Estonian forest scientist

Endel Laas (29 August 1915 in Tartu – 1 November 2009) was an Estonian forest scientist and professor.

Laas specialised in forestry and taught at the University of Life Sciences for many years. In 1999 he was awarded the Order of the White Star, third class.

==Life and career==
Endel Laas was born on 29 August 1915 in Tartu as the ninth child in the family. His father had earlier been a coachman, but at that time he served as the tea house and restaurant keeper. 1916−1924 the family lived in Kvissental near Tartu, but from 1930 inside Tartu. Endel first attended the Tartu IV elementary school in 1926. Between 1930 and 1935 Laas studied at the Tartu Boys' Gymnasium. That was followed by a military service at the Kuperjanov Battalion and the Tondi military school, which he graduated the Forestry Division of the University of Tartu, cum laude. 1940–1941 he worked as a forester, east of the Narva River. During the World War II, in 1941 Laas was mobilized to the Red Army.

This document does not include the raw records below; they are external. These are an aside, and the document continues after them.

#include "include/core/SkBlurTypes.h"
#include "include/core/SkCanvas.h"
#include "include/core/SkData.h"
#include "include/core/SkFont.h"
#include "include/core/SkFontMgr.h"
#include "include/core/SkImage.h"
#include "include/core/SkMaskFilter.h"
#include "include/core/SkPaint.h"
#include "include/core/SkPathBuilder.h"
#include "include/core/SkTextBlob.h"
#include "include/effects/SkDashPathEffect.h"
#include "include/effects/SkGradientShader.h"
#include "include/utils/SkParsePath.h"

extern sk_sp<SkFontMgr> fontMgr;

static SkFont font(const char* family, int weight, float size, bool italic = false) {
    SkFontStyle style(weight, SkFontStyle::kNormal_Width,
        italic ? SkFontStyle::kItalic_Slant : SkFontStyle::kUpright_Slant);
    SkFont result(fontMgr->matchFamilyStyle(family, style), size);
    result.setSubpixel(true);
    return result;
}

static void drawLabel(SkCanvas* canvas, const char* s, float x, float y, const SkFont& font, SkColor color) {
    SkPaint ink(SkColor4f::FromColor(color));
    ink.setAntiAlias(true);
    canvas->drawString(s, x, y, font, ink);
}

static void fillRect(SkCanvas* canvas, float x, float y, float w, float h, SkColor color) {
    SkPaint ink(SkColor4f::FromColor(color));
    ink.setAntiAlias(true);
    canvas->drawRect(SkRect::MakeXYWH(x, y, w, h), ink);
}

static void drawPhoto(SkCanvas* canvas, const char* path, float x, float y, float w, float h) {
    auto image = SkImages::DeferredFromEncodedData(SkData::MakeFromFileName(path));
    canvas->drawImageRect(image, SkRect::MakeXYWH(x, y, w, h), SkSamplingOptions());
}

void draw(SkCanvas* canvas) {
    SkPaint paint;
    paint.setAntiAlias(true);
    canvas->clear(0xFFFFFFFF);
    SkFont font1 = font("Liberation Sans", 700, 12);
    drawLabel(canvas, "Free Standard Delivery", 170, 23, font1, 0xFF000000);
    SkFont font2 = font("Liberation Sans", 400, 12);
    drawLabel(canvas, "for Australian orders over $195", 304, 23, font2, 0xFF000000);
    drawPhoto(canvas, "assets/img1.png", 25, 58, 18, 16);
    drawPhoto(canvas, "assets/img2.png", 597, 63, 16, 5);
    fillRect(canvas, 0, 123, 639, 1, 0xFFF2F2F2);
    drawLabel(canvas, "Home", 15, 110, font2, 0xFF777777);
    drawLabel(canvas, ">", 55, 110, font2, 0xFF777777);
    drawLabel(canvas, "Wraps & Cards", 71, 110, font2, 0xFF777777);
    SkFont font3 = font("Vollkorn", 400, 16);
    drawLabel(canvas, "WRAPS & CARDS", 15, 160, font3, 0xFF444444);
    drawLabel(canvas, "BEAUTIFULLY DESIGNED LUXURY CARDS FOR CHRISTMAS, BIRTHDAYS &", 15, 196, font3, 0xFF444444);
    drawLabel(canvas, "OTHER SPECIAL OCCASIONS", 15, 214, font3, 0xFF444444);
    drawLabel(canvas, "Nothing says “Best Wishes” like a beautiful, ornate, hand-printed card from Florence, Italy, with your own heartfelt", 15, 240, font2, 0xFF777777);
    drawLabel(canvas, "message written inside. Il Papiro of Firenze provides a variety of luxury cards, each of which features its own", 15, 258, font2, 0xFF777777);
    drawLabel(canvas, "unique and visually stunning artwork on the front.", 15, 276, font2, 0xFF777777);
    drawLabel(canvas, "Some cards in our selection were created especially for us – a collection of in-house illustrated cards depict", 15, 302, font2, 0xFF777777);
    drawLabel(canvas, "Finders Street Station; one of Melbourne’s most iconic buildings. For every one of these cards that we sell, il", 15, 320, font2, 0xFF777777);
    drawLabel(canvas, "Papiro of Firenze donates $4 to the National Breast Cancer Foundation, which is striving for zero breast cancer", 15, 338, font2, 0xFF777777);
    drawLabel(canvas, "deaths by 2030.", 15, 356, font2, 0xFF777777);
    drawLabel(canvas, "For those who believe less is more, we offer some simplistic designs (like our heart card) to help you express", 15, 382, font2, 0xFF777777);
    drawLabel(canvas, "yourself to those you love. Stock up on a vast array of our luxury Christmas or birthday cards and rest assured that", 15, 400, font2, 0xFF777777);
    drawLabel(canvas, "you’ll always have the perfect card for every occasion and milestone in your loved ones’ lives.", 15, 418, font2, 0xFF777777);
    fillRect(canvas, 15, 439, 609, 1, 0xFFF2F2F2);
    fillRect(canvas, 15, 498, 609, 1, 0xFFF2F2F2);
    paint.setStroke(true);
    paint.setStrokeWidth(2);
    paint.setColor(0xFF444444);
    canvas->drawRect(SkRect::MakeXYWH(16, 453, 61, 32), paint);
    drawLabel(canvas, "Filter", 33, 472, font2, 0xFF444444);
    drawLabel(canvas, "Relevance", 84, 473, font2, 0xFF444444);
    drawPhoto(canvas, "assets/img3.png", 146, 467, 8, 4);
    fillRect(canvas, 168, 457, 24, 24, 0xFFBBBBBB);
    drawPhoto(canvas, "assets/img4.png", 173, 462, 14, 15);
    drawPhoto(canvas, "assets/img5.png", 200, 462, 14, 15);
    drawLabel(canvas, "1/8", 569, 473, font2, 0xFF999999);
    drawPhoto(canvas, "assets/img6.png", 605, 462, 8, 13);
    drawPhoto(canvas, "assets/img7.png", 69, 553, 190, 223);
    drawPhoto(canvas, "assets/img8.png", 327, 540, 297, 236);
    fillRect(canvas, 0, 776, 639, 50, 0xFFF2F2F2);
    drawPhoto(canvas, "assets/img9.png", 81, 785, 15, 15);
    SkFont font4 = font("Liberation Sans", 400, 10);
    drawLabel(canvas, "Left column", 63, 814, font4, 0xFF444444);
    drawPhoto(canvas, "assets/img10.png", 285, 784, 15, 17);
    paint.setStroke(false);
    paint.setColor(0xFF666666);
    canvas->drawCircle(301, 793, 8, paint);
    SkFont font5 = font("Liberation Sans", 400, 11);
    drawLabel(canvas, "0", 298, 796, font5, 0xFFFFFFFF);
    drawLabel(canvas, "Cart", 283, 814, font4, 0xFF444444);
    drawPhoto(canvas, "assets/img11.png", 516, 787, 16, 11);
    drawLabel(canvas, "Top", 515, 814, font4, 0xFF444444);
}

After the war Laas continued his career as a scientist. In 1946 he became a lecturer at the University of Tartu, from 1951 he continued the job at the separated Estonian Agricultural Academy. In 1976 he became a professor and between 1960 and 1985 he served as the Dean of the Forestry and Land Reclamation Faculty.

In the end of the Soviet reign in Estonia, Laas was one of the reestablishers of the Student Society Liivika in 1990.

Laas died on 1 November 2009 at the age of 94.

Endel Laas's son, Eino-Endel Laas (born on July 4, 1942), is also a forest researcher and teaches in Estonian University of Life Sciences. He received the Order of the White Star, fifth class, in 2016.